A Marseille, Joël Laplane, luthier de guitare classique et flamenco, ne se voyait pas partir à la retraite en mettant la clef sous la porte. " Je crois que je ne pouvais pas imaginer ne pas transmettre, ne pas trouver quelqu'un pour continuer après moi (...) L'objectif, c'est que le métier continue d'exister. " Grâce au dispositif Maître d'Art, il a pu transmettre son métier mais également son atelier à son élève, Yoann Charbonnier. Pour le jeune homme, commence alors une nouvelle vie, " ça ouvre une autre vision, d'avoir sa propre société, moi je suis beaucoup moins stressé qu'avant, mais il y a beaucoup plus d'heures derrière. ". Un exemple de transmission idéalement réussi.

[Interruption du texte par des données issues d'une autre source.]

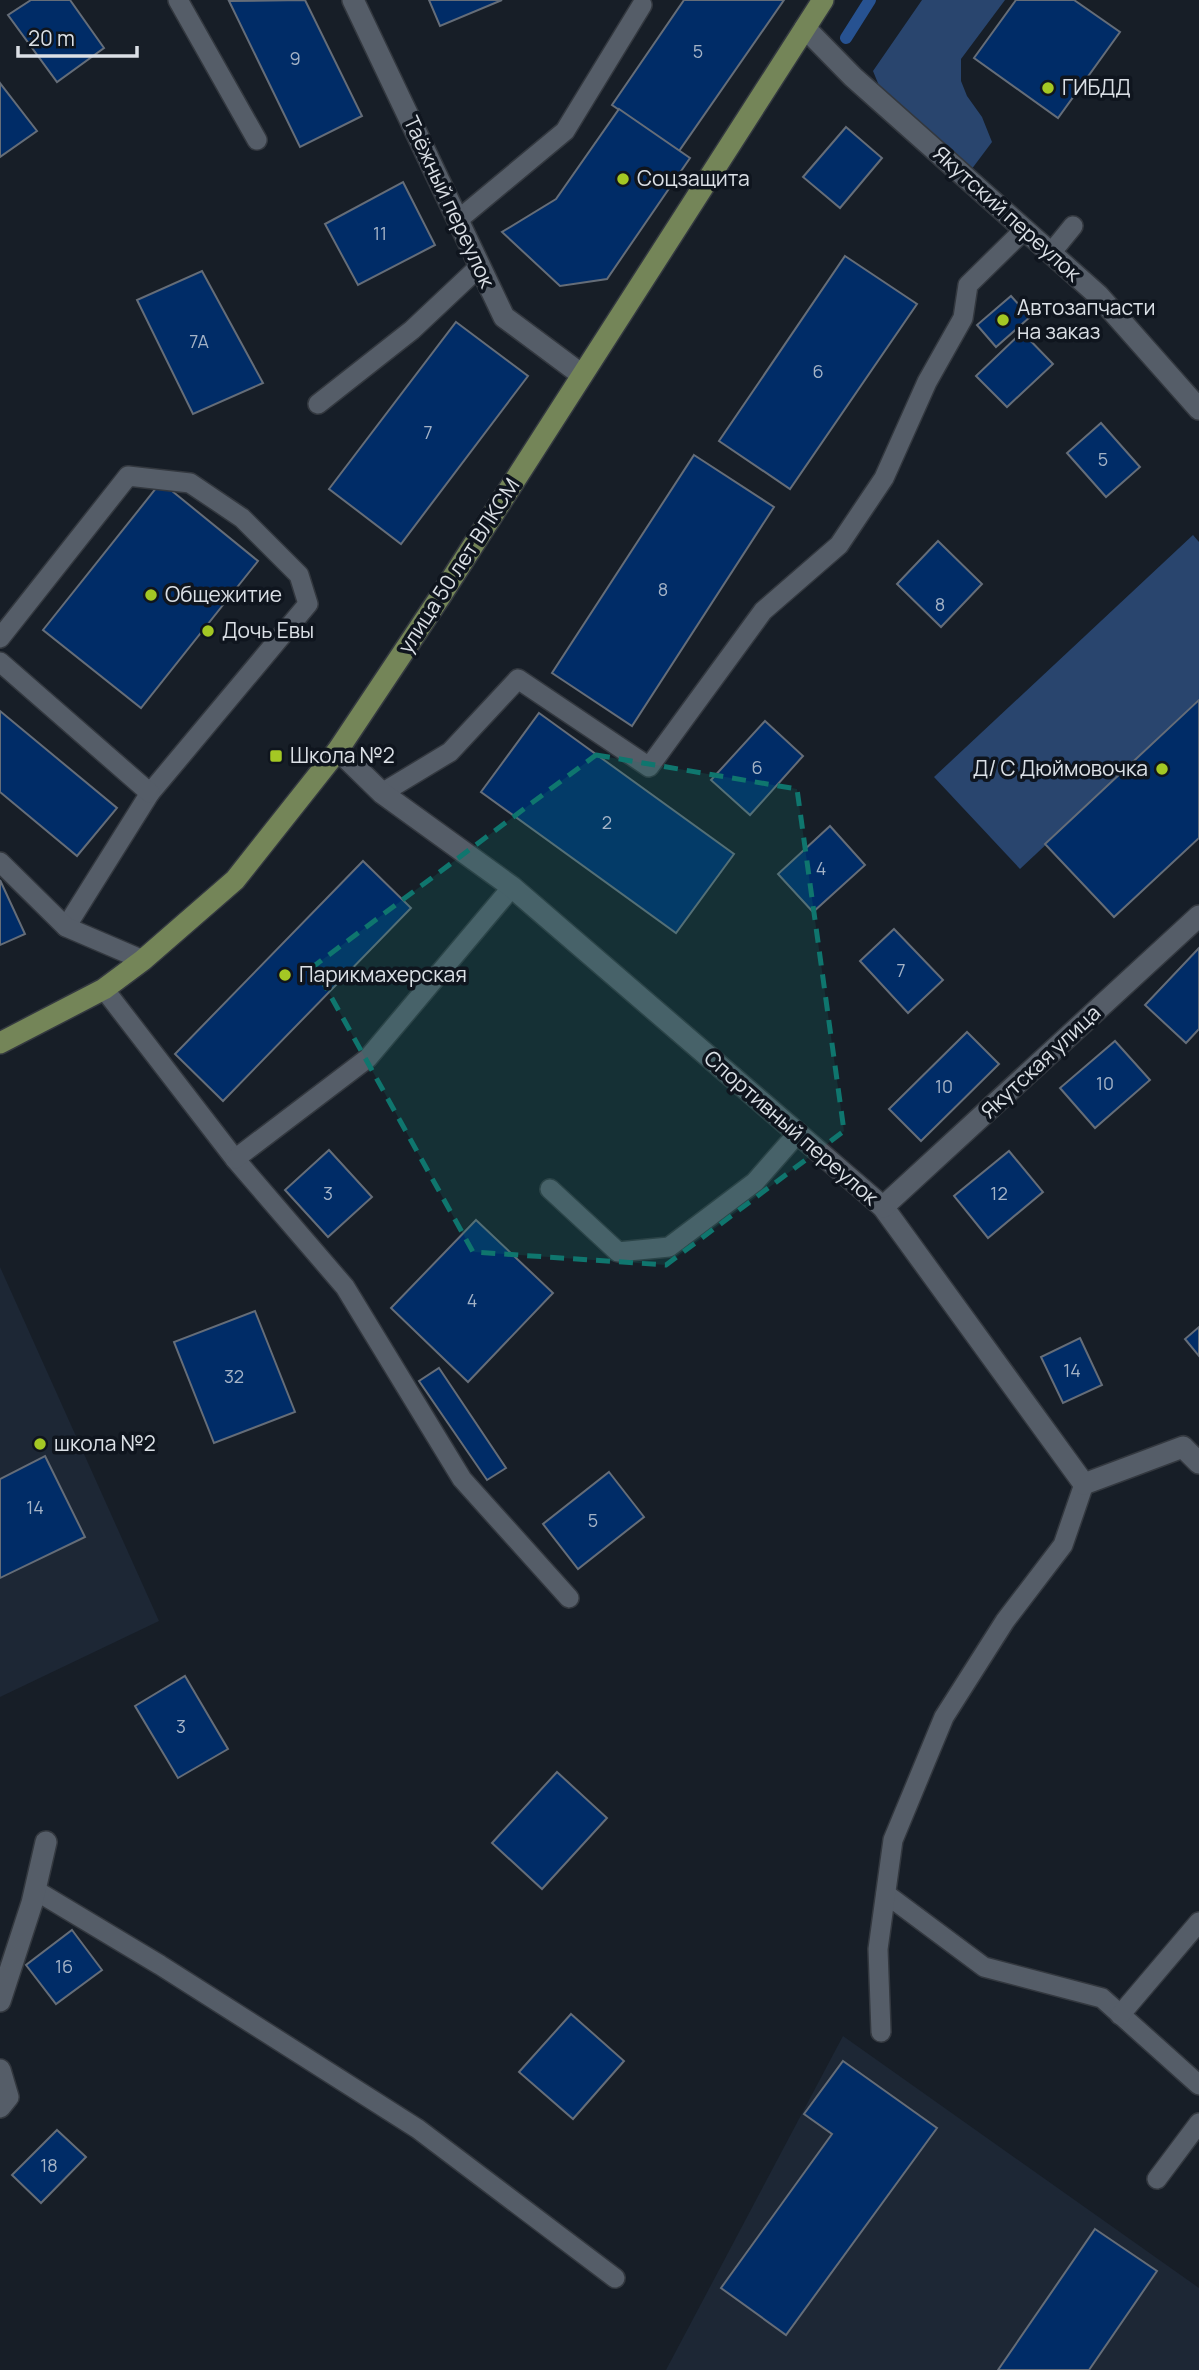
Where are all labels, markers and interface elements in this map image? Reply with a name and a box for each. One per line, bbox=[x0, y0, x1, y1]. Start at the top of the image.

Franck Sorbier, grand nom de la haute couture française, a obtenu le statut de Maître d'Art en 2010. Pour lui, " le rôle de la couture aujourd'hui, ce n'est pas dire qu'on travaille pour les riches, c'est de dire qu'on perpétue un patrimoine, une tradition française... Parce que la haute couture elle existe en France, et en Italie. Et nulle part ailleurs. Une nomination de Maître d'Art ça correspond aussi à ça ". Franck cherche encore l'élève à qui il enseignera ses secrets et notamment la technique de la compression qui est sa marque de fabrique. Mais, en pleins préparatifs d'un défilé, la pression est à son comble et rien ne doit être laissé au hasard au risque de mettre en péril la collection.